Activity ▸ Starting at the line that holds "dup -16 bitshift", set down each line through the end of the listing, exactly as written and with nothing added.

Dataset records ▸
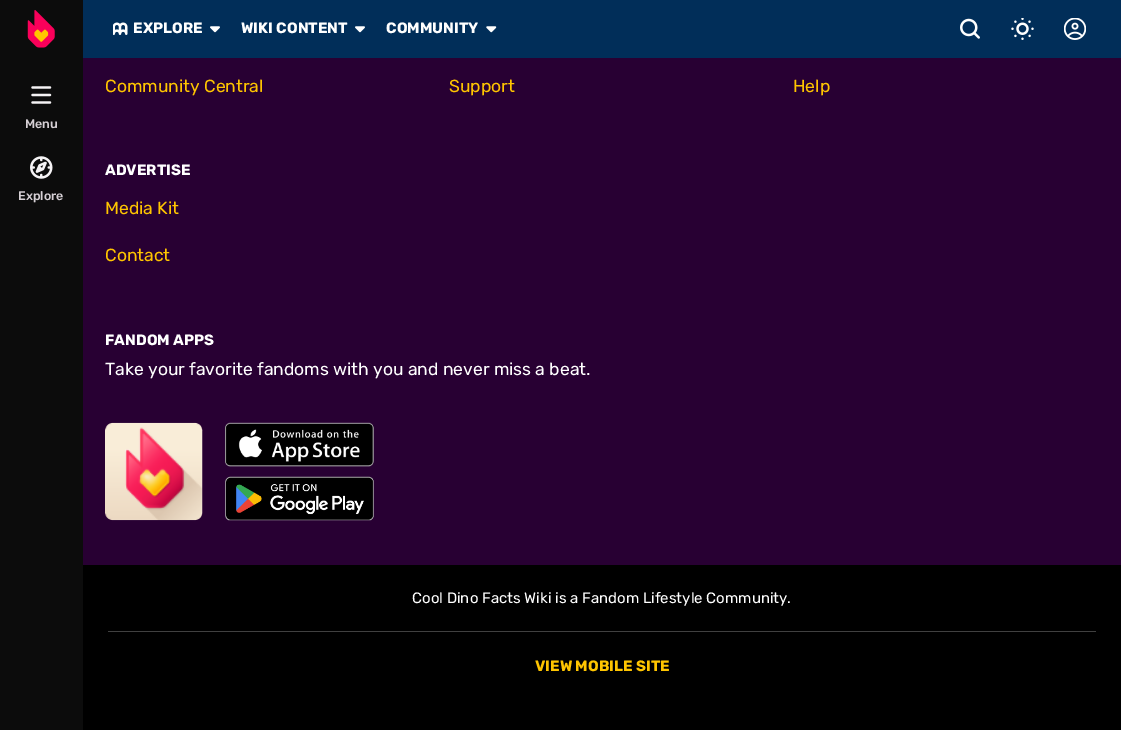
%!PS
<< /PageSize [1121 730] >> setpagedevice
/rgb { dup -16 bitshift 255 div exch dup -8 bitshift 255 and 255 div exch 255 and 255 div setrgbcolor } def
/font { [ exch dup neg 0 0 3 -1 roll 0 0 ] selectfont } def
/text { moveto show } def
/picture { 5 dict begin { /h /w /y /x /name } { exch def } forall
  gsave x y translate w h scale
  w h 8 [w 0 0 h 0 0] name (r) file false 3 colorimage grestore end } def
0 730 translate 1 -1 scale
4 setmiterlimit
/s1 { /Rubik-Bold 15 font 16#FFFFFF rgb } def
/s2 { /Rubik-Medium 12.5 font 16#D6D0D5 rgb } def
/s3 { /Rubik-Regular 17.5 font 16#FFC500 rgb } def
/s4 { /Rubik-Regular 17.5 font 16#FFFFFF rgb } def
/s5 { /Rubik-Regular 15 font 16#FFFFFF rgb } def
/s6 { /Rubik-Bold 15 font 16#FFC500 rgb } def
16#280033 rgb
0 0 1121 730 rectfill
16#012E59 rgb
83 0 1038 58 rectfill
16#0C0C0C rgb
0 0 83 730 rectfill
(pic1.raw) 27 10 28 38 picture
(pic2.raw) 113 22 15 13 picture
s1
(EXPLORE) 133 33 text
(pic3.raw) 210 26 10 7 picture
(WIKI CONTENT) 241 33 text
(pic3.raw) 355 26 10 7 picture
(COMMUNITY) 386 33 text
(pic4.raw) 486 26 11 7 picture
(pic5.raw) 960 18 20 21 picture
(pic6.raw) 1011 18 23 22 picture
(pic7.raw) 1064 18 22 22 picture
(pic8.raw) 31 86 21 18 picture
s2
(Menu) 25 128 text
(pic9.raw) 30 156 23 23 picture
(Explore) 18 200 text
s3
(Community Central) 105 92 text
(Support) 449 92 text
(Help) 793 92 text
s1
(ADVERTISE) 105 175 text
s3
(Media Kit) 105 214 text
(Contact) 105 261 text
s1
(FANDOM APPS) 105 345 text
s4
(Take your favorite fandoms with you and never miss a beat.) 105 375 text
(pic10.raw) 105 422 98 99 picture
(pic11.raw) 225 422 149 45 picture
(pic12.raw) 225 476 149 45 picture
16#000000 rgb
83 565 1038 165 rectfill
s5
(Cool Dino Facts Wiki is a Fandom Lifestyle Community.) 412 603 text
16#404040 rgb
108 631 988 1 rectfill
s6
(VIEW MOBILE SITE) 535 671 text
showpage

Reply to the task ▸
/rgb { dup -16 bitshift 255 div exch dup -8 bitshift 255 and 255 div exch 255 and 255 div setrgbcolor } def
/font { [ exch dup neg 0 0 3 -1 roll 0 0 ] selectfont } def
/text { moveto show } def
/picture { 5 dict begin { /h /w /y /x /name } { exch def } forall
  gsave x y translate w h scale
  w h 8 [w 0 0 h 0 0] name (r) file false 3 colorimage grestore end } def
0 730 translate 1 -1 scale
4 setmiterlimit
/s1 { /Rubik-Bold 15 font 16#FFFFFF rgb } def
/s2 { /Rubik-Medium 12.5 font 16#D6D0D5 rgb } def
/s3 { /Rubik-Regular 17.5 font 16#FFC500 rgb } def
/s4 { /Rubik-Regular 17.5 font 16#FFFFFF rgb } def
/s5 { /Rubik-Regular 15 font 16#FFFFFF rgb } def
/s6 { /Rubik-Bold 15 font 16#FFC500 rgb } def
16#280033 rgb
0 0 1121 730 rectfill
16#012E59 rgb
83 0 1038 58 rectfill
16#0C0C0C rgb
0 0 83 730 rectfill
(pic1.raw) 27 10 28 38 picture
(pic2.raw) 113 22 15 13 picture
s1
(EXPLORE) 133 33 text
(pic3.raw) 210 26 10 7 picture
(WIKI CONTENT) 241 33 text
(pic3.raw) 355 26 10 7 picture
(COMMUNITY) 386 33 text
(pic4.raw) 486 26 11 7 picture
(pic5.raw) 960 18 20 21 picture
(pic6.raw) 1011 18 23 22 picture
(pic7.raw) 1064 18 22 22 picture
(pic8.raw) 31 86 21 18 picture
s2
(Menu) 25 128 text
(pic9.raw) 30 156 23 23 picture
(Explore) 18 200 text
s3
(Community Central) 105 92 text
(Support) 449 92 text
(Help) 793 92 text
s1
(ADVERTISE) 105 175 text
s3
(Media Kit) 105 214 text
(Contact) 105 261 text
s1
(FANDOM APPS) 105 345 text
s4
(Take your favorite fandoms with you and never miss a beat.) 105 375 text
(pic10.raw) 105 422 98 99 picture
(pic11.raw) 225 422 149 45 picture
(pic12.raw) 225 476 149 45 picture
16#000000 rgb
83 565 1038 165 rectfill
s5
(Cool Dino Facts Wiki is a Fandom Lifestyle Community.) 412 603 text
16#404040 rgb
108 631 988 1 rectfill
s6
(VIEW MOBILE SITE) 535 671 text
showpage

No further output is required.